Механизм посвящения самый раз­нообразный, — сказал Бродский, когда я спросил его об этом задол­ го до 'Эйнштейна', году в 90-м, — скажем, показываешь стихотво­рение человеку, а он говорит: 'Ой, как мне нравится, посвяти его мне'. Или как Ахматова сде­лала однажды: просто сказала 'это мое' и сама надписала посвящение. Может идти от содержа­ния'.

Идет от содержания.

Бродский всегда интересовался языковыми новшествами. В его стихах полно жаргона — как ни у кого из больших русских поэтов. В разговоре тем более: 'чувак', 'канать', 'хилять' и т. п., лек­сикон его молодости. Новый сленг его тоже зани­мал. Помню обсуждение слова 'тусовка': Иосиф соглашался с его удобной многозначностью, хотя сам не употреблял. Порадовался каламбуру: 'Не, тут только ипатьевским методом. — Чего? — Ипа­тьевским, говорю, методом надо. — Это как? — Ипать и ипать!' Развеселился от моей московской зарисовки: 'Салон красоты 'Тюссо'. Профессио­нальный татуаж, пирсинг, перманентный макияж, мезотерапия, ботокс, обертывание, все виды эпиляции.
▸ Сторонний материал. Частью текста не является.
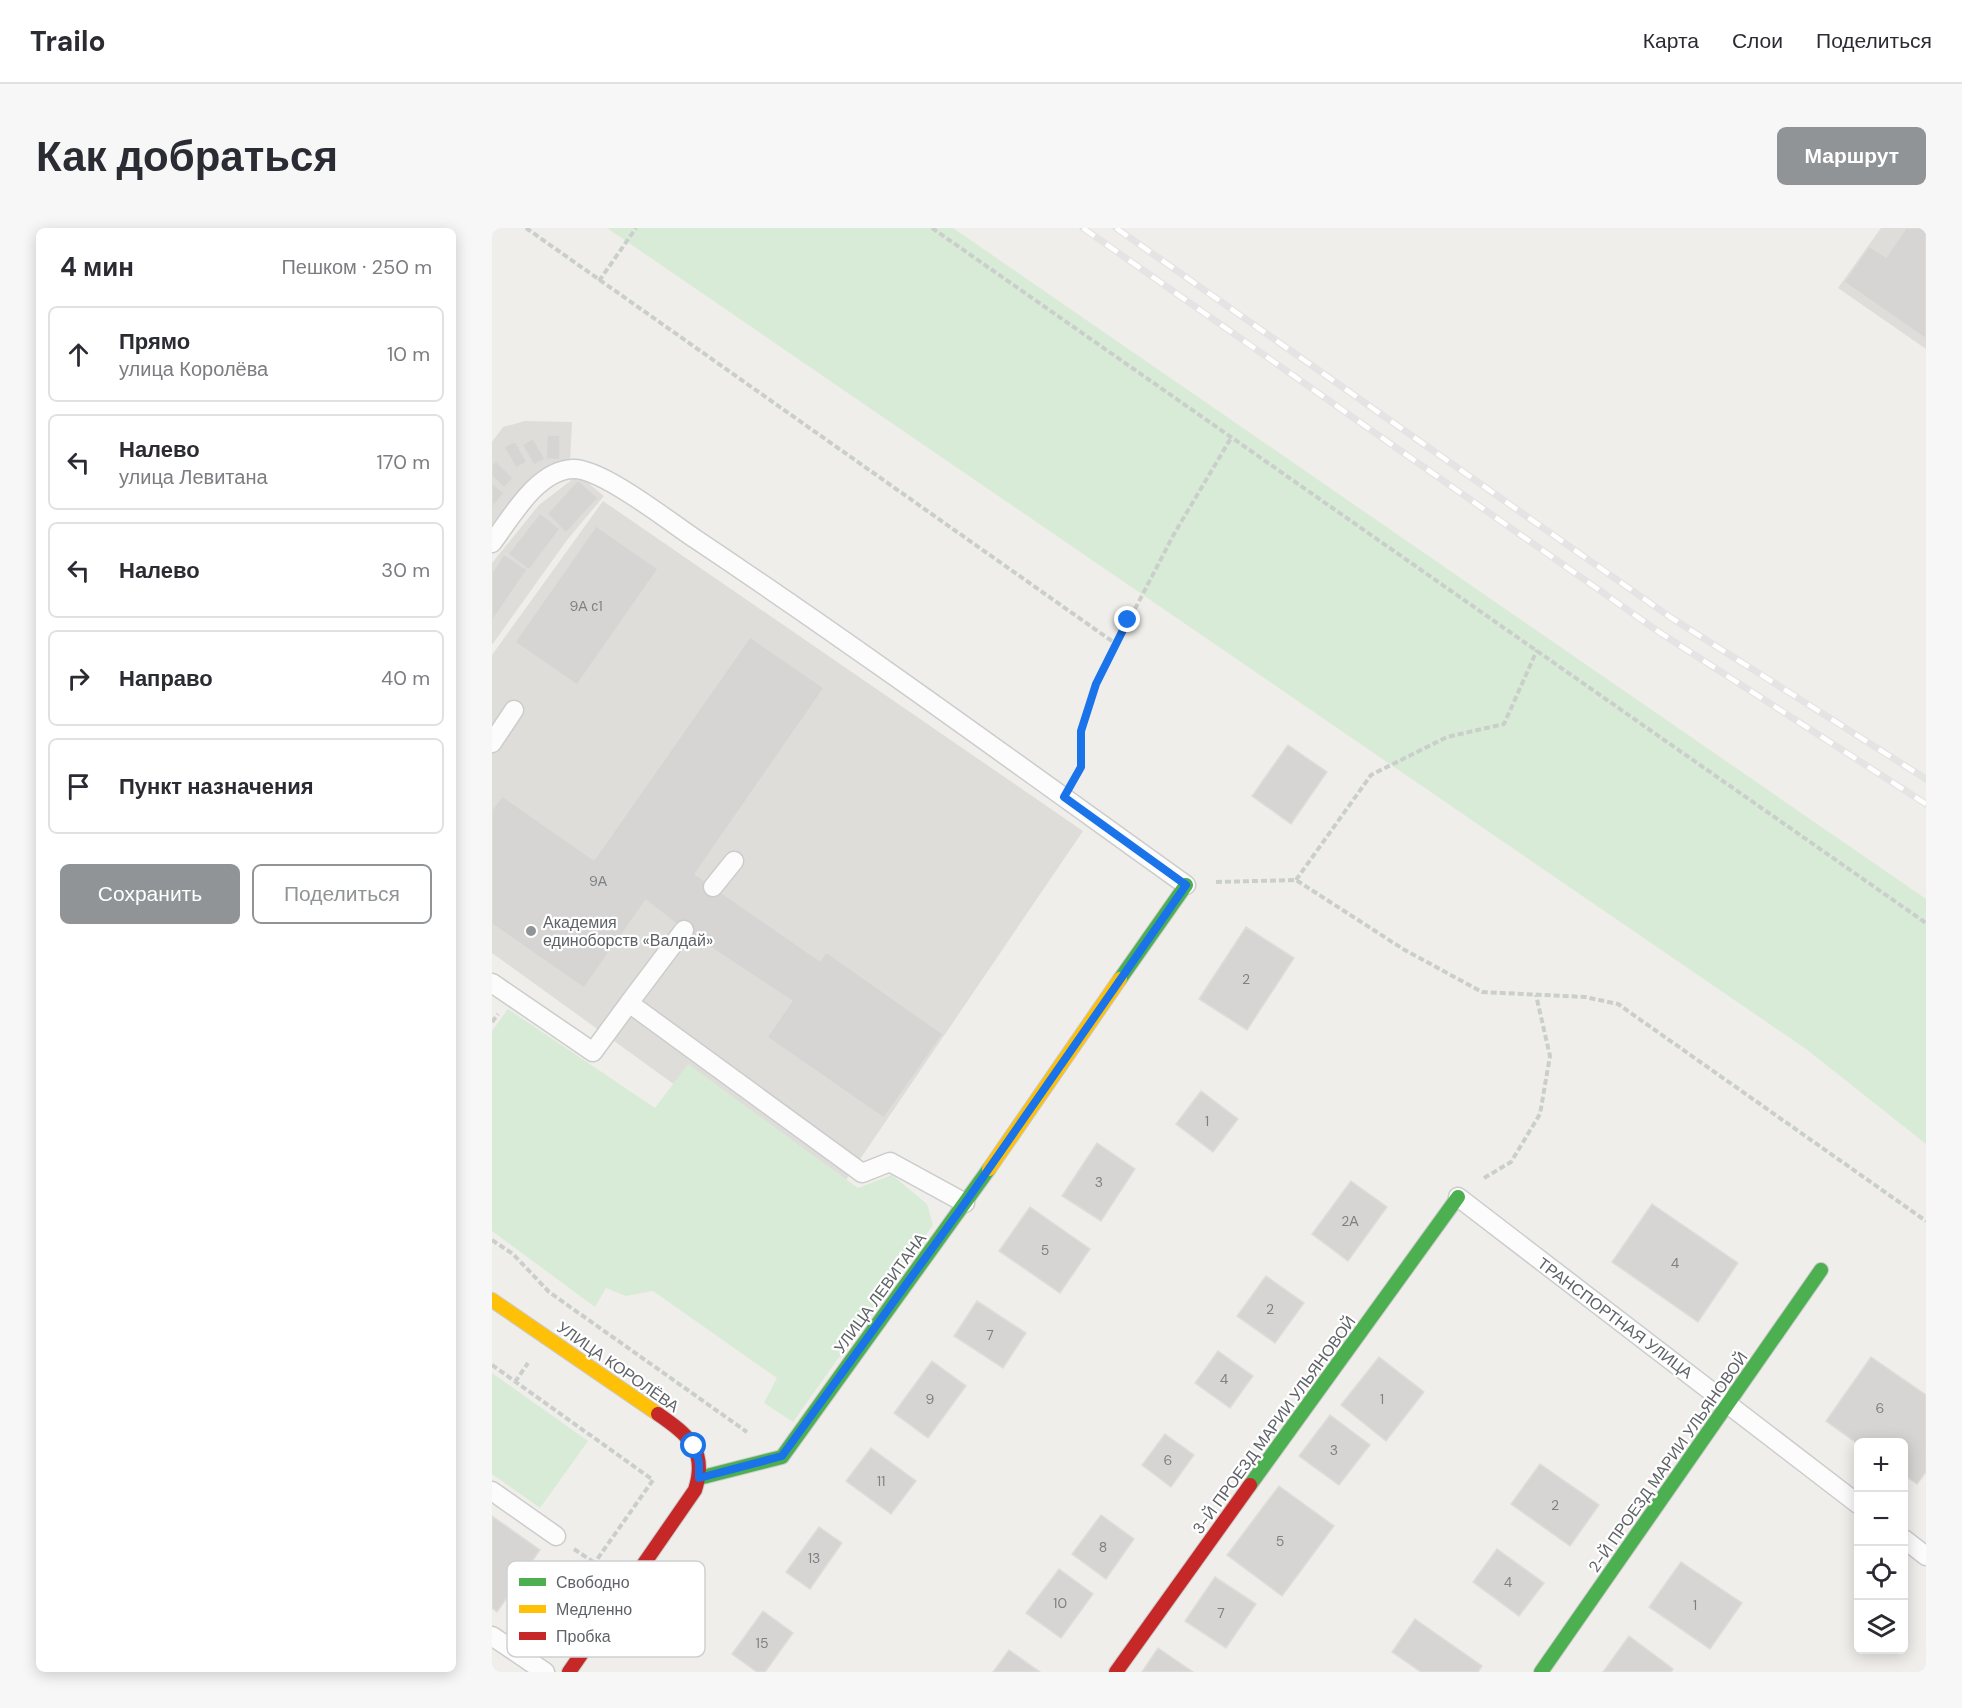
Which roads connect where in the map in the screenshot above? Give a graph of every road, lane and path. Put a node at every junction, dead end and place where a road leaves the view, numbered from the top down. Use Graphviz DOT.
graph roads {
  1 [pos="526,228"];
  2 [pos="636,228"];
  3 [pos="932,228"];
  4 [pos="599,281"];
  5 [pos="1232,437"];
  6 [pos="492,543"];
  7 [pos="1116,644"];
  8 [pos="1537,650"];
  9 [pos="514,710"];
  10 [pos="492,743"];
  11 [pos="1064,797"];
  12 [pos="734,861"];
  13 [pos="1296,880"];
  14 [pos="1186,885"];
  15 [pos="713,887"];
  16 [pos="1926,923"];
  17 [pos="684,930"];
  18 [pos="492,983"];
  19 [pos="1536,995"];
  20 [pos="629,1003"];
  21 [pos="1458,1197"];
  22 [pos="965,1203"];
  23 [pos="1926,1221"];
  24 [pos="492,1240"];
  25 [pos="1821,1270"];
  26 [pos="492,1300"];
  27 [pos="492,1365"];
  28 [pos="1728,1404"];
  29 [pos="782,1456"];
  30 [pos="699,1478"];
  31 [pos="492,1491"];
  32 [pos="1854,1501"];
  33 [pos="556,1536"];
  34 [pos="1908,1542"];
  35 [pos="1926,1556"];
  36 [pos="596,1561"];
  37 [pos="647,1561"];
  38 [pos="492,1636"];
  39 [pos="507,1646"];
  40 [pos="523,1657"];
  41 [pos="529,1657"];
  42 [pos="580,1657"];
  43 [pos="527,1660"];
  44 [pos="545,1672"];
  45 [pos="569,1672"];
  46 [pos="1116,1672"];
  47 [pos="1541,1672"];
  1 -- 4 [label="path"];
  2 -- 4 [label="path"];
  3 -- 5 [label="path"];
  4 -- 7 [label="path"];
  5 -- 7 [label="path"];
  5 -- 8 [label="path"];
  6 -- 11 [label="lane"];
  7 -- 11 [label="path"];
  8 -- 13 [label="path"];
  8 -- 16 [label="path"];
  9 -- 10 [label="lane"];
  11 -- 14 [label="lane"];
  12 -- 15 [label="lane"];
  13 -- 14 [label="path"];
  13 -- 19 [label="path"];
  14 -- 22 [label="street, УЛИЦА ЛЕВИТАНА"];
  17 -- 20 [label="lane"];
  18 -- 20 [label="lane"];
  19 -- 21 [label="path"];
  19 -- 23 [label="path"];
  20 -- 22 [label="lane"];
  21 -- 28 [label="lane, ТРАНСПОРТНАЯ УЛИЦА"];
  21 -- 46 [label="street, 3-Й ПРОЕЗД МАРИИ УЛЬЯНОВОЙ"];
  22 -- 29 [label="street, УЛИЦА ЛЕВИТАНА"];
  24 -- 29 [label="path"];
  25 -- 28 [label="street, 2-Й ПРОЕЗД МАРИИ УЛЬЯНОВОЙ"];
  26 -- 30 [label="street, УЛИЦА КОРОЛЁВА"];
  27 -- 36 [label="path"];
  28 -- 32 [label="lane, ТРАНСПОРТНАЯ УЛИЦА"];
  28 -- 47 [label="street, 2-Й ПРОЕЗД МАРИИ УЛЬЯНОВОЙ"];
  29 -- 30 [label="street"];
  30 -- 37 [label="street"];
  31 -- 33 [label="lane"];
  34 -- 35 [label="lane"];
  38 -- 39 [label="lane"];
  40 -- 43 [label="lane"];
  41 -- 43 [label="path"];
  42 -- 45 [label="street"];
  43 -- 44 [label="lane"];
}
Диагностика по позвоночному столбу'. Рядом переговаривается пара: 'Смотри, папик, по позвоночному столбу, давай пойдем'. Папик смот­рит: 'Ну, ладно, можно'. И вдруг страшно хохо­чет, почесывая голую волосатую грудь и что-то иное, не 'Тюссо', имея в виду: 'Только, блин, осто­рожно!' Несколько дней Иосиф отвечал на мои звонки: 'Папик на проводе'.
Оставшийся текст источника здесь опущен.